The movie makes the point that the US is the only developed country without a national health care program. Even Cuba seems to do better than we do treating the health needs of its people. The movie includes several political references. It treats the Clinton's favorably. It implies that Labour in the UK is responsible for their national health program. The founder of national health care in Canada is named as a national hero. The movie even mentions Richard Nixon as signer of legislation that allowed HMOs to get started.

Overall the movie gives us a “rah! rah!” cheerleader approach to the problem of national health care. As documentaries go, this one is a bit superficial. There is no discussion of many well known aspects of the health care problem. How will we fund the program? Large sums are spent treating terminally ill patients in the last days of their lives. How do we control these expenditures? How do we moderate the rate of cost increases for health care? (They far exceed the average rate of inflation; the rate seems unjustified and unsustainable.) There is no mention of the cost of malpractice insurance? Will insurance still be needed? Or will doctors be protected by national insurance? What about coverage for catastrophic illness? Mental health coverage? Drug/substance abuse?

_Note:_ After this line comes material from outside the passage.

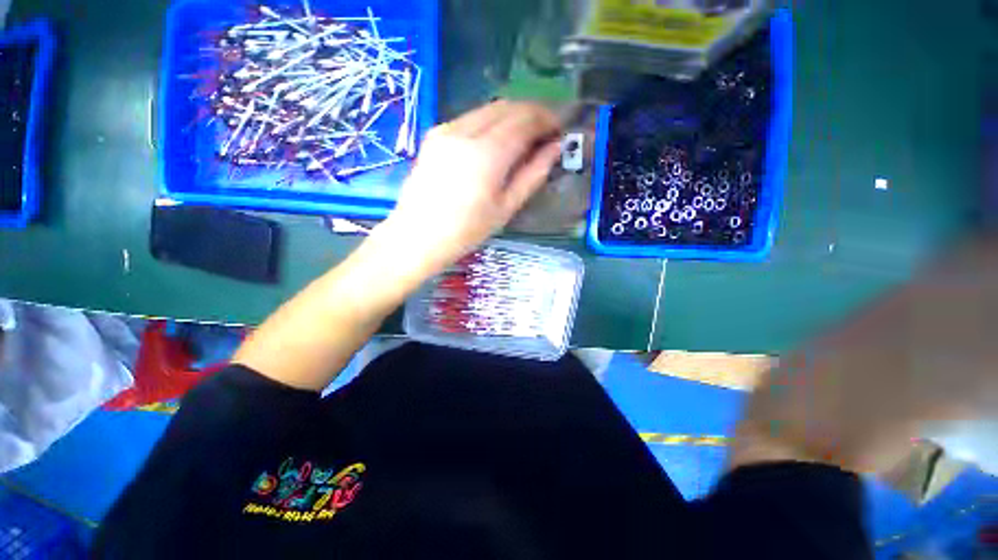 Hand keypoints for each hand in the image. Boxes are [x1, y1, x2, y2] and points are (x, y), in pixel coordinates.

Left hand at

As to solving concerns about freedom of choice and what is covered, the exiting Medicare system provides a reasonable model. Provide basic coverage for all. Then allow individuals to buy whatever level of supplemental insurance they want for additional coverage.

Overall, the movie is timely. Health care is a problem that needs attention, if for no other reason because spiraling costs are unsustainable. But the essential issues of who pays for what and how much are not worked out. Until a workable system comes along, this issue may not be solvable.